I tempi d’attesa per le visite fisiatriche sono stati l’argomento dell’ interrogazione con cui Ulli Mair (Die Freiheitlichen), riferendo il caso di un cittadino, invalido del lavoro, che si era visto proporre per una visita fisiatrica un appuntamento a febbraio 2020 a Bressanone o a giugno 2020 a Brunico, con eventuale inizio di un ciclo di fisioterapie a Natale 2020, ha chiesto alla Giunta chiarimenti sui tempi d’attesa per questo tipo di visite e quanto bisogna aspettare per la fisioterapia una volta che ne viene stabilita la necessità, nonché come mai nella vicina provincia di Trento i tempi d’attesa sono considerevolmente più brevi. L’ass. Thomas Widmann ha fatto riferimento a carenza dei medici e aumento della richiesta, una combinazione che provoca lunghissimi tempi d’attesa. A Bolzano la situazione è molto grave, essendo occupati solo 5,5 posti su 10, anche nelle altre sedi la situazione è grave: si va da un anno di attesa a nessuna disponibilità. In quanto alla situazione di Trento, ci si è informati ma non si sono ancora ottenute informazioni: se la situazione è migliore, si chiederanno i motivi fornendo risposta scritta. Mair ha replicato che se i tempi sono così lunghi da costringere il cittadino a rivolgersi al privato, si potrebbe intervenire coprendo almeno parte della spesa.

Le trattative per il contratto di comparto per i lavoratori e le lavoratrici del Servizio sanitario provinciale sono ferme da tempo, ed è necessario riprenderle al più presto: lo ha detto Helmuth Renzler (SVP) chiedendo alla Giunta quando c’è stato l’ultimo incontro, tra i partner contrattuali, quali sono gli esiti intermedi, quanto si intenda portare avanti le trattative e quanti mezzi finanziari si intende mettere a disposizione, dato che le risorse attualmente previste non sono sufficienti. L’ass. Thomas Widmann ha spiegato che le contrattazioni sono importanti anche in relazione alla mancanza di personale, e che l’ultimo incontro risale a febbraio. Si sta riflettendo sui singoli aspetti dell’accordo, compreso il regolamento del part time, la formazione continua, varie indennità, la carriera professionale, l’alta specializzazione. Nell’ambito del contratto di intercomparto sono in corso altre contrattazioni; i mezzi necessari sono previsti.

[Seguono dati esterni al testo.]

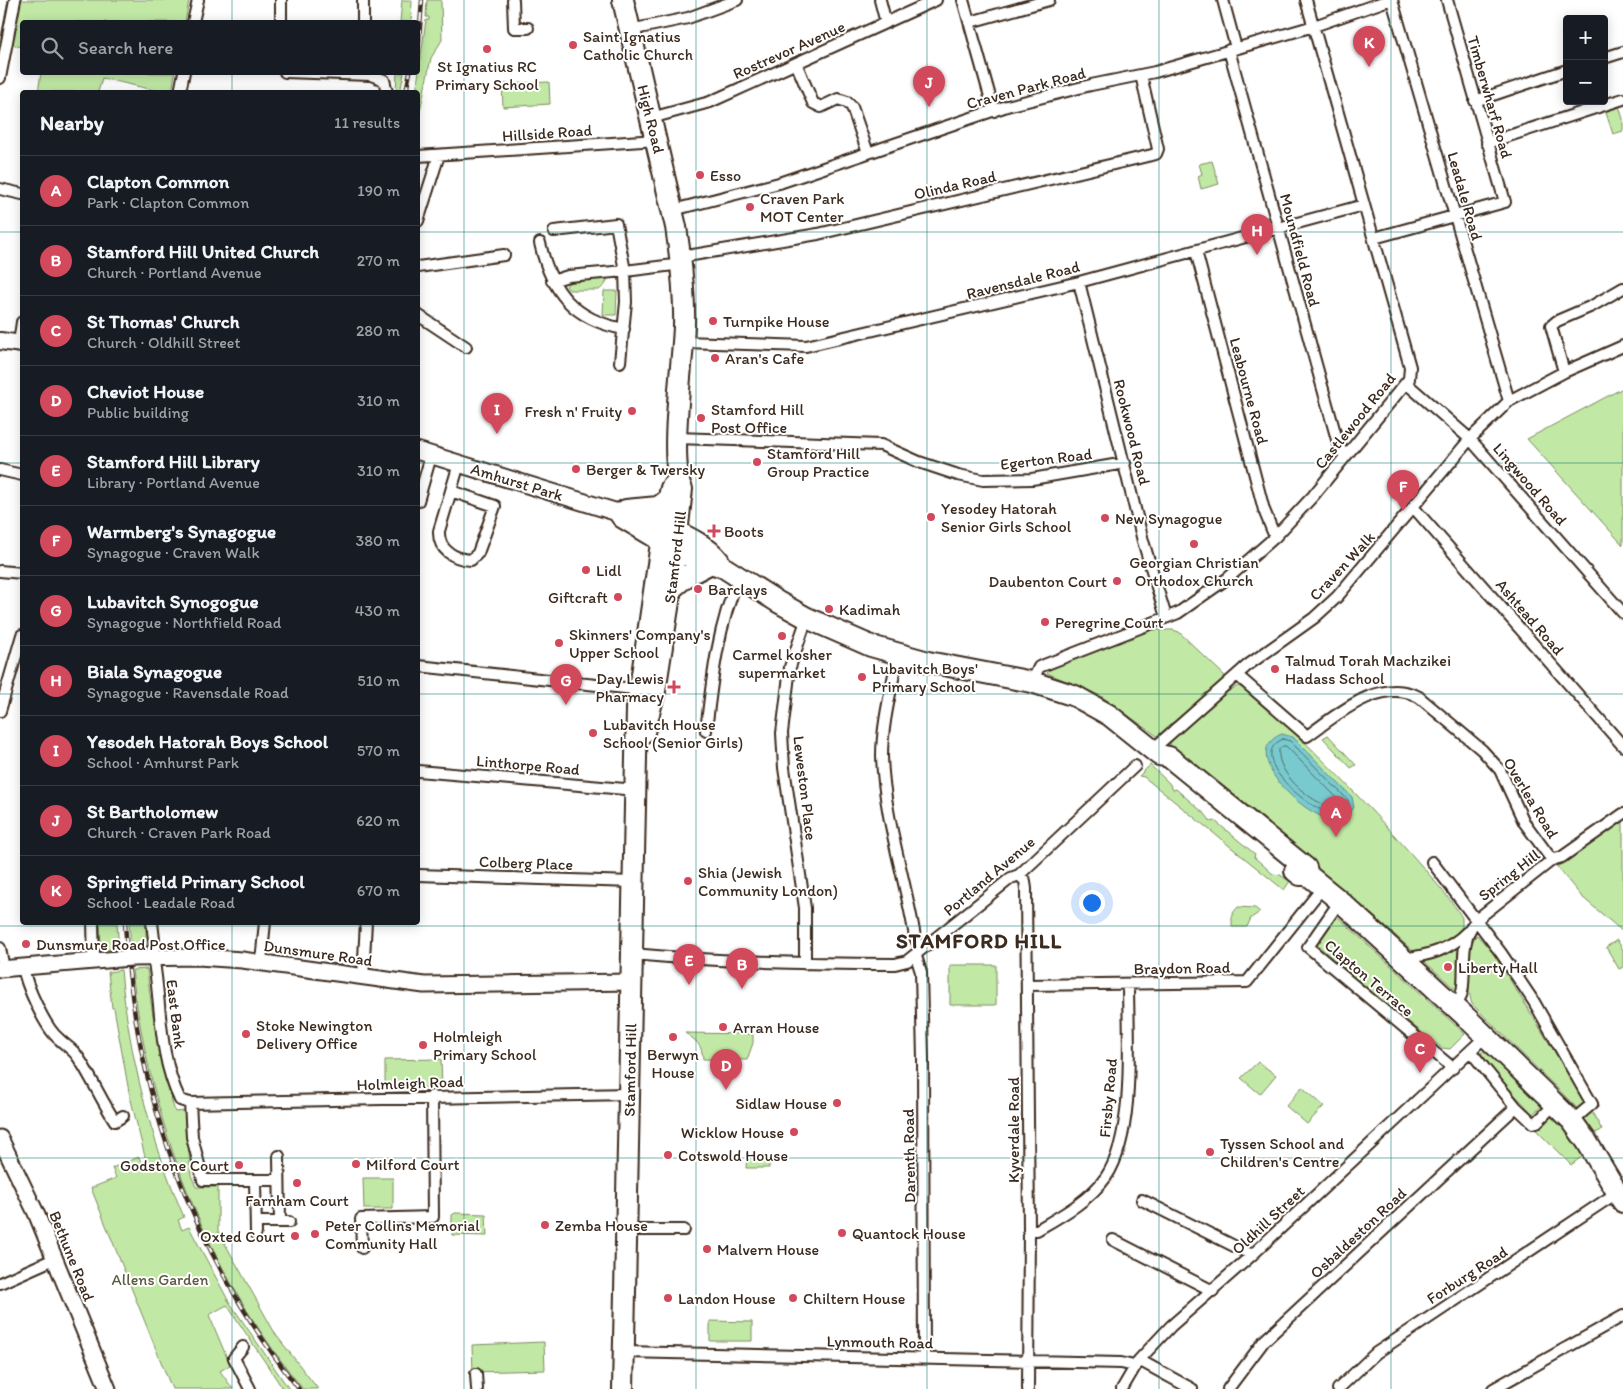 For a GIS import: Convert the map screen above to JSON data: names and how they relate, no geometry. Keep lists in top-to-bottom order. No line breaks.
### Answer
{"streets":{"highway":["High Road","Stamford Hill"],"main road":["Amhurst Park"],"street":["Rostrevor Avenue","Craven Park Road","Timberwharf Road","Hillside Road","Olinda Road","Leadale Road","Moundfield Road","Ravensdale Road","Leabourne Road","Castlewood Road","Rookwood Road","Egerton Road","Lingwood Road","Craven Walk","Ashtead Road","Linthorpe Road","Leweston Place","Overlea Road","Colberg Place","Spring Hill","Portland Avenue","Dunsmure Road","Braydon Road","Clapton Terrace","East Bank","Holmleigh Road","Firsby Road","Kyverdale Road","Darenth Road","Oldhill Street","Osbaldeston Road","Bethune Road","Forburg Road","Lynmouth Road"]},"crossings":[["Rostrevor Avenue","High Road"],["Craven Park Road","High Road"],["Craven Park Road","Olinda Road"],["Craven Park Road","Leadale Road"],["Craven Park Road","Moundfield Road"],["Craven Park Road","Castlewood Road"],["Craven Park Road","Stamford Hill"],["Timberwharf Road","Leadale Road"],["High Road","Hillside Road"],["High Road","Stamford Hill"],["Olinda Road","Stamford Hill"],["Leadale Road","Craven Walk"],["Moundfield Road","Ravensdale Road"],["Moundfield Road","Castlewood Road"],["Ravensdale Road","Leabourne Road"],["Ravensdale Road","Castlewood Road"],["Ravensdale Road","Rookwood Road"],["Ravensdale Road","Stamford Hill"],["Leabourne Road","Castlewood Road"],["Castlewood Road","Rookwood Road"],["Castlewood Road","Lingwood Road"],["Rookwood Road","Egerton Road"],["Egerton Road","Stamford Hill"],["Amhurst Park","Stamford Hill"],["Lingwood Road","Craven Walk"],["Stamford Hill","Linthorpe Road"],["Stamford Hill","Colberg Place"],["Stamford Hill","Portland Avenue"],["Stamford Hill","Dunsmure Road"],["Stamford Hill","Holmleigh Road"],["Stamford Hill","Lynmouth Road"],["Craven Walk","Ashtead Road"],["Craven Walk","Overlea Road"],["Leweston Place","Portland Avenue"],["Overlea Road","Spring Hill"],["Portland Avenue","Kyverdale Road"],["Portland Avenue","Darenth Road"],["Dunsmure Road","East Bank"],["Braydon Road","Firsby Road"],["Braydon Road","Kyverdale Road"],["Clapton Terrace","Oldhill Street"],["East Bank","Holmleigh Road"],["Firsby Road","Kyverdale Road"],["Kyverdale Road","Lynmouth Road"],["Darenth Road","Lynmouth Road"],["Oldhill Street","Lynmouth Road"]],"districts":["STAMFORD HILL"],"parks":["Allens Garden"],"places":{"other":["Saint Ignatius Catholic Church","St Ignatius RC Primary School","Esso","Craven Park MOT Center","Turnpike House","Aran's Cafe","Fresh n' Fruity","Stamford Hill Post Office","Stamford Hill Group Practice","Berger & Twersky","Yesodey Hatorah Senior Girls School","New Synagogue","Georgian Christian Orthodox Church","Lidl","Daubenton Court","Barclays","Giftcraft","Kadimah","Peregrine Court","Carmel kosher supermarket","Skinners' Company's Upper School","Talmud Torah Machzikei Hadass School","Lubavitch Boys' Primary School","Lubavitch House School (Senior Girls)","Shia (Jewish Community London)","Dunsmure Road Post Office","Liberty Hall","Arran House","Stoke Newington Delivery Office","Berwyn House","Holmleigh Primary School","Sidlaw House","Wicklow House","Tyssen School and Children's Centre","Cotswold House","Milford Court","Godstone Court","Farnham Court","Zemba House","Quantock House","Peter Collins Memorial Community Hall","Oxted Court","Malvern House","Landon House","Chiltern House"],"health":["Boots","Day Lewis Pharmacy"]},"page":{"map_buttons":["+","−"],"search":"Search here","pins":["K","J","H","I","F","G","A","E","B","C","D"],"heading":["Nearby","11 results"],"list":[{"mark":"A","name":"Clapton Common","note":"Park · Clapton Common","value":"190 m"},{"mark":"B","name":"Stamford Hill United Church","note":"Church · Portland Avenue","value":"270 m"},{"mark":"C","name":"St Thomas' Church","note":"Church · Oldhill Street","value":"280 m"},{"mark":"D","name":"Cheviot House","note":"Public building","value":"310 m"},{"mark":"E","name":"Stamford Hill Library","note":"Library · Portland Avenue","value":"310 m"},{"mark":"F","name":"Warmberg's Synagogue","note":"Synagogue · Craven Walk","value":"380 m"},{"mark":"G","name":"Lubavitch Synogogue","note":"Synagogue · Northfield Road","value":"430 m"},{"mark":"H","name":"Biala Synagogue","note":"Synagogue · Ravensdale Road","value":"510 m"},{"mark":"I","name":"Yesodeh Hatorah Boys School","note":"School · Amhurst Park","value":"570 m"},{"mark":"J","name":"St Bartholomew","note":"Church · Craven Park Road","value":"620 m"},{"mark":"K","name":"Springfield Primary School","note":"School · Leadale Road","value":"670 m"}]}}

A causa dei lunghi tempi d’attesa per le visite specialistiche nel sistema sanitario pubblico provinciale, l’assessore competente intenderebbe acquistare prestazioni esterne da operatori privati, tra le quali 3.000 in oculistica e 2.000 in radiologia diagnostica: lo ha riferito Franz Ploner (Team Köllensperger) domandando secondo quali criteri, anche qualitativi, sono stati scelti e vengono valutati gli offerenti privati, secondo quali criteri giuridici sono stati fatti i bandi, quali saranno i costi aggiuntivi per i due settori citati, anche per i diversi tipi di risonanza magnetica. L’ass. Thomas Widmann ha risposto che si è proceduto tramite accreditamento, regolato da diverse leggi e decreti, che prevedono anche come stipulare una convenzione e quali criteri rispettare nell’erogazione delle prestazioni. Tali criteri sono pubblici e definiti molto chiaramente. La possibilità di acquistare prestazioni esterne nel caso in cui i tempi d’attesa superino un certo limite è stata approvata dall’aula con 29 sì. Per le risonanze magnetiche ci sono solo tre operatori accreditati: S. Anna, Bonvicini e Omega, quindi non ci sono le possibilità di mercato che hanno Lombardia e Veneto.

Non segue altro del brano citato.